PROBLEM DESCRIPTION:
Return, from the data below, each line that contains the word "graph".

GIVEN ENTRIES:
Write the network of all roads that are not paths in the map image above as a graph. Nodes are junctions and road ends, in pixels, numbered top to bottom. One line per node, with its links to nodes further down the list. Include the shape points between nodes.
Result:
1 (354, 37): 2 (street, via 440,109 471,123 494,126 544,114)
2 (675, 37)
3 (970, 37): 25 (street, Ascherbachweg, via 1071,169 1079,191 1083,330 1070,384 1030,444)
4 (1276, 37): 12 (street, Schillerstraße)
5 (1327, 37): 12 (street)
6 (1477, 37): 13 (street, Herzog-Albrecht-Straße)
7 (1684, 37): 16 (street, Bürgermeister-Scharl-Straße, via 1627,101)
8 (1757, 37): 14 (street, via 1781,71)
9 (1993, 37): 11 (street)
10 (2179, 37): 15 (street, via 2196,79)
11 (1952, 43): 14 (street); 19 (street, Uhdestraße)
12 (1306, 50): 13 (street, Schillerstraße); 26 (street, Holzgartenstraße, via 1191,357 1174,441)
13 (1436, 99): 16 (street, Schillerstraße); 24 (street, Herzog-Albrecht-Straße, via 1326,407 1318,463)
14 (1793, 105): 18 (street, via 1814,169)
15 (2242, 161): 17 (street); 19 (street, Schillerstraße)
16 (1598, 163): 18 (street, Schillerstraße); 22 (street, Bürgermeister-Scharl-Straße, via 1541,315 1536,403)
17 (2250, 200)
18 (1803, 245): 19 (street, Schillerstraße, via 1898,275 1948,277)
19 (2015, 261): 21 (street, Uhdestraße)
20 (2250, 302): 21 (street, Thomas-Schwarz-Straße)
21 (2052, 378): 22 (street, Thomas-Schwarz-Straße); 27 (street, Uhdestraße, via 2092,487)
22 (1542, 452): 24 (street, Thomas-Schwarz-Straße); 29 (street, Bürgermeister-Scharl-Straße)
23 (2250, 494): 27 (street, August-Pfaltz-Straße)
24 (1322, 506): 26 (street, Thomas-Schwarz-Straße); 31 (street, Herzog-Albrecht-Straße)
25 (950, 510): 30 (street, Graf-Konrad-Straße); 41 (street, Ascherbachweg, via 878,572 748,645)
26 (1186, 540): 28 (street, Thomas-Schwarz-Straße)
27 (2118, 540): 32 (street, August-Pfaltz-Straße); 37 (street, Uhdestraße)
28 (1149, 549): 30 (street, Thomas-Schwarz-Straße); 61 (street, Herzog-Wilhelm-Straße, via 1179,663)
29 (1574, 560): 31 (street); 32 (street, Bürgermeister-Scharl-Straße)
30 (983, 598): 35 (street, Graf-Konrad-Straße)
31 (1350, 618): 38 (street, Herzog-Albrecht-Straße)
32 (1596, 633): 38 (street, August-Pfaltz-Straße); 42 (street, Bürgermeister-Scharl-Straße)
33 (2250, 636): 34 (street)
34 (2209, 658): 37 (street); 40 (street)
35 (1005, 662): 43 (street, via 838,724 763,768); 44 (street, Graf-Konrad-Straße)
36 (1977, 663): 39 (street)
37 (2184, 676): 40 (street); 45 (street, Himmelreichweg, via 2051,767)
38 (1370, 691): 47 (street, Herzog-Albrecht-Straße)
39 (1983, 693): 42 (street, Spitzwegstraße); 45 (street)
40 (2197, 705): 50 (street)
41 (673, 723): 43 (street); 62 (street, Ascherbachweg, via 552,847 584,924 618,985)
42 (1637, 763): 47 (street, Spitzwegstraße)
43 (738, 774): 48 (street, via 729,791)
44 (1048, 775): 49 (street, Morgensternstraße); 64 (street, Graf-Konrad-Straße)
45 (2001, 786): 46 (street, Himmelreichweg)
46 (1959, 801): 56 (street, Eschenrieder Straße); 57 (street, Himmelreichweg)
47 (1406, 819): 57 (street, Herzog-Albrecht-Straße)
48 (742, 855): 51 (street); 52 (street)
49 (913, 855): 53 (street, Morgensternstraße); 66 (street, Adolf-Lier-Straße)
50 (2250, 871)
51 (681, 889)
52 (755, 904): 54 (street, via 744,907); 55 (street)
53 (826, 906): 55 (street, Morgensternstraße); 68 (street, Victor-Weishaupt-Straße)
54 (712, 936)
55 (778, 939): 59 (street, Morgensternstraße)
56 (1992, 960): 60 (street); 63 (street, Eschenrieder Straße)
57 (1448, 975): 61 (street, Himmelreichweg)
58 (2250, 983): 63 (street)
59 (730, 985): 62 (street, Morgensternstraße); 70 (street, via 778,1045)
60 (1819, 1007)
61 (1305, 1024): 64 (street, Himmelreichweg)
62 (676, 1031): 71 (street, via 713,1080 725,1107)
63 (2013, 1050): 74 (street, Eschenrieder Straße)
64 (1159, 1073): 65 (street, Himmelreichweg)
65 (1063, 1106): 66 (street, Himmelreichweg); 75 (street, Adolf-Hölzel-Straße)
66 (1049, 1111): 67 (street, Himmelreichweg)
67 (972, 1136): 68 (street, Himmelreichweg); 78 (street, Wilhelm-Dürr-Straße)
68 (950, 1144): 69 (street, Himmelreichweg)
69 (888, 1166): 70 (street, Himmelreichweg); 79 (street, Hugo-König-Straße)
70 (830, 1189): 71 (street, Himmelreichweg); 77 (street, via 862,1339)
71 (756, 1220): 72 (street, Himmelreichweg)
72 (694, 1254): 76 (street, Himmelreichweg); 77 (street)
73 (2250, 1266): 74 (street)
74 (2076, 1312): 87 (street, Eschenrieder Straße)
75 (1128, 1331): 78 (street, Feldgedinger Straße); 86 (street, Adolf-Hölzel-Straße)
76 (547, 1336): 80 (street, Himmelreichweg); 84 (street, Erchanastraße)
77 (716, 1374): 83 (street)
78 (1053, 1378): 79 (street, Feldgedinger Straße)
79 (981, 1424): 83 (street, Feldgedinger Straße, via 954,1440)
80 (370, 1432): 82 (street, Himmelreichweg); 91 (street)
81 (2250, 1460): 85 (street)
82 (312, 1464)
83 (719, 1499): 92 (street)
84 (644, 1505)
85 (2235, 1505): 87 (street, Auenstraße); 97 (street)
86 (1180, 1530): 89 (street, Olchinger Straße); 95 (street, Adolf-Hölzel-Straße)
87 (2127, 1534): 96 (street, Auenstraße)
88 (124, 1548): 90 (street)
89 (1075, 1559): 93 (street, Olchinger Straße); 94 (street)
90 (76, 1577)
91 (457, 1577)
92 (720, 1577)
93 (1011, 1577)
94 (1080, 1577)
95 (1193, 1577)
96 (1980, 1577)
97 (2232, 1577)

==

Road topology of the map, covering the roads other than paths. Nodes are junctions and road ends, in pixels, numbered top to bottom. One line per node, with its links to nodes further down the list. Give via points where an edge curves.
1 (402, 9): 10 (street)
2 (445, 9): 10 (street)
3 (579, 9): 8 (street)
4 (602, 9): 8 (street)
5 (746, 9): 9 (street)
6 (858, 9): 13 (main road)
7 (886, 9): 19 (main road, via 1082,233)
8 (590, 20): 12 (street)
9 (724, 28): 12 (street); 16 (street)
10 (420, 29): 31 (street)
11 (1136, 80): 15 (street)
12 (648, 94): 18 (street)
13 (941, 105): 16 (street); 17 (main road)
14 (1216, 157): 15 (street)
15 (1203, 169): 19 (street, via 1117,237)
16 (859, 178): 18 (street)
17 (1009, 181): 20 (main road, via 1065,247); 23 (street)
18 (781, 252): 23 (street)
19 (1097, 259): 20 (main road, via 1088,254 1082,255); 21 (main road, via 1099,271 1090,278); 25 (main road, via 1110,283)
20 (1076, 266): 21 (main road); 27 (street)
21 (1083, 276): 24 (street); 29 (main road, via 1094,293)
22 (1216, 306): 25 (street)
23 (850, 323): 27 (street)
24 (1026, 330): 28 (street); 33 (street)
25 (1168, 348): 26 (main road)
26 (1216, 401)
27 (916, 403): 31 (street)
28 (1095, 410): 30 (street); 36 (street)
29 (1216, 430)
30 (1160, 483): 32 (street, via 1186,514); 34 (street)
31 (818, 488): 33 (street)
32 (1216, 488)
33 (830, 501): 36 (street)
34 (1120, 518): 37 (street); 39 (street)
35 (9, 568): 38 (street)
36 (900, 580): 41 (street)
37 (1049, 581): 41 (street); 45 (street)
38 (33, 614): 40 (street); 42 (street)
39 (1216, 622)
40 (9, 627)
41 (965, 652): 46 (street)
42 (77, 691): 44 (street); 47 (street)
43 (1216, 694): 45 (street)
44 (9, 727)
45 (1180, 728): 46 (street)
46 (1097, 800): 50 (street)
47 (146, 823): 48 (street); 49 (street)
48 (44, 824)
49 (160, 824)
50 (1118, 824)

...

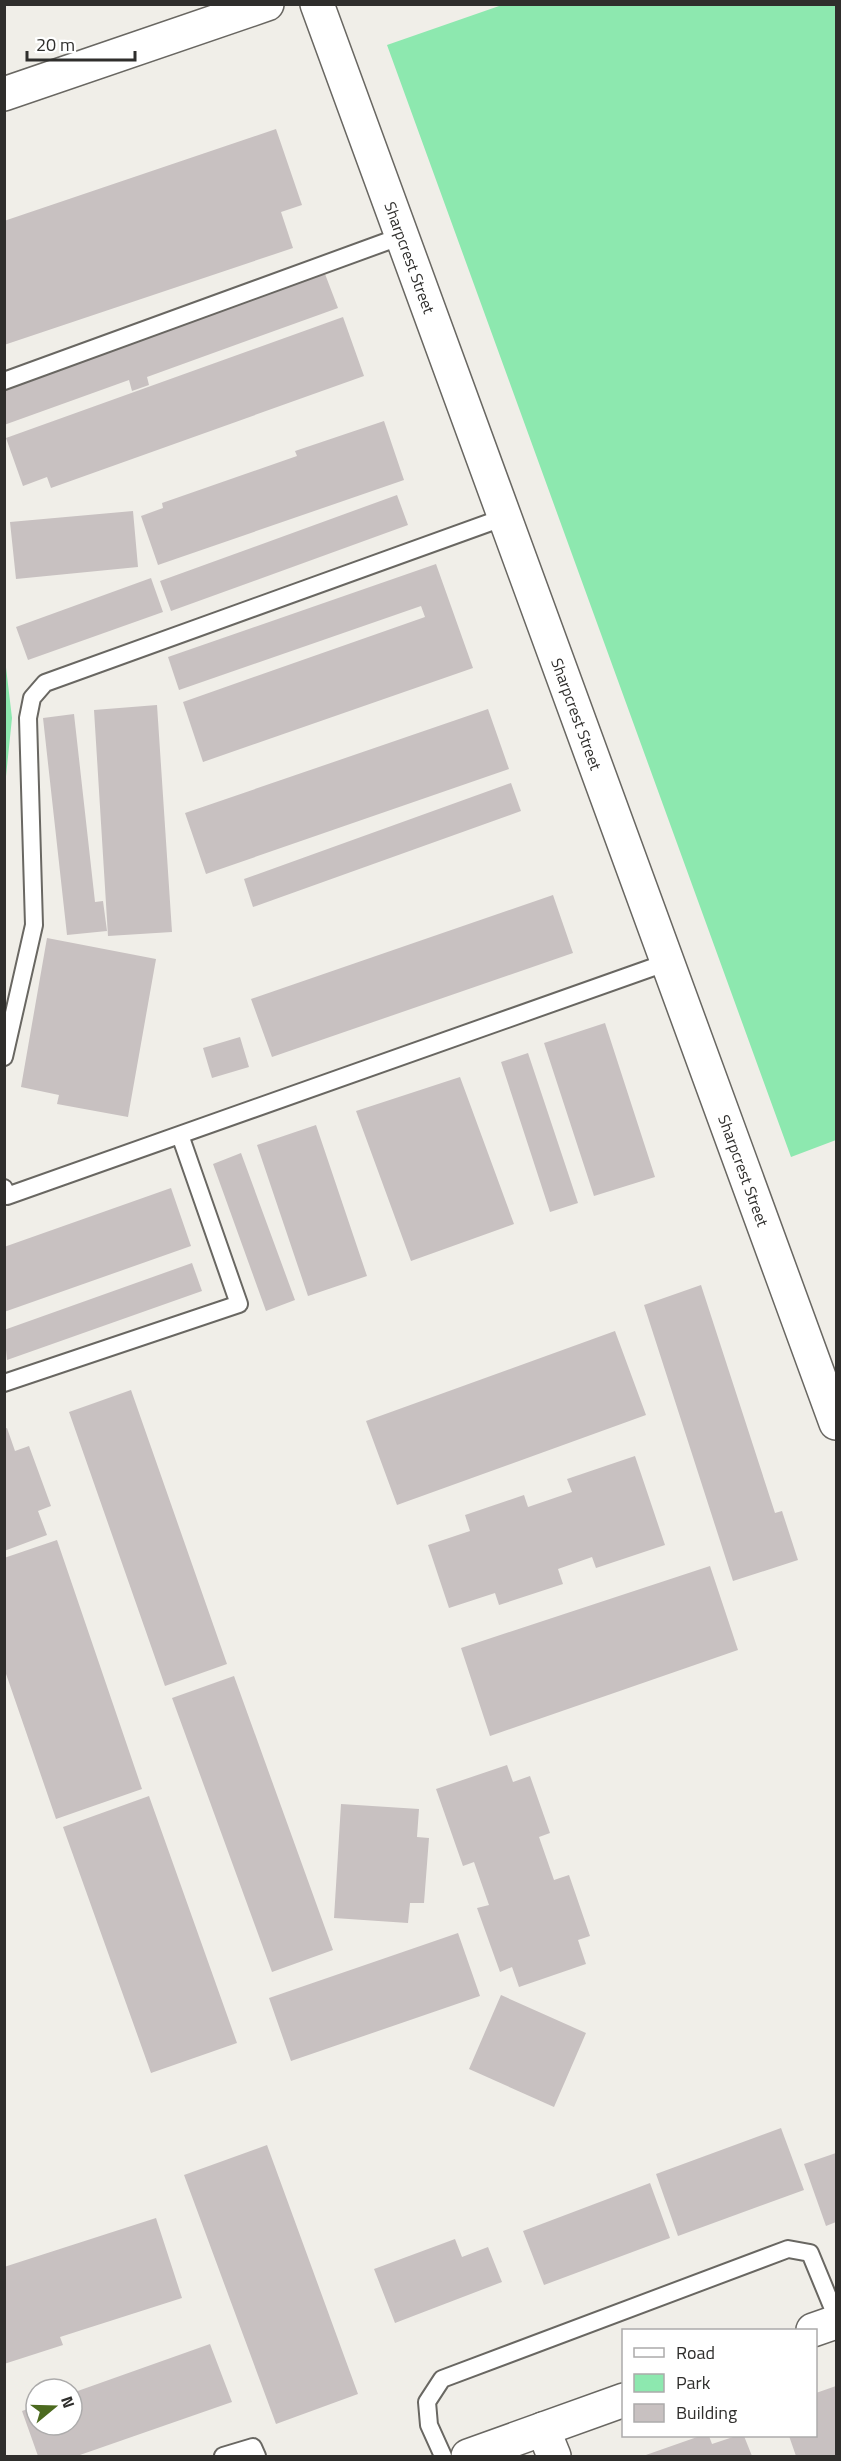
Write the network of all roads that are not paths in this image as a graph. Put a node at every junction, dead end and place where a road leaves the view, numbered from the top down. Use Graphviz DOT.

RESULT FOR THIS EXERCISE:
Write the network of all roads that are not paths in the map image above as a graph. Nodes are junctions and road ends, in pixels, numbered top to bottom. One line per node, with its links to nodes further down the list. Include the shape points between nodes.
Write the network of all roads that are not paths in this image as a graph. Put a node at every junction, dead end and place where a road leaves the view, numbered from the top down. Use Graphviz DOT.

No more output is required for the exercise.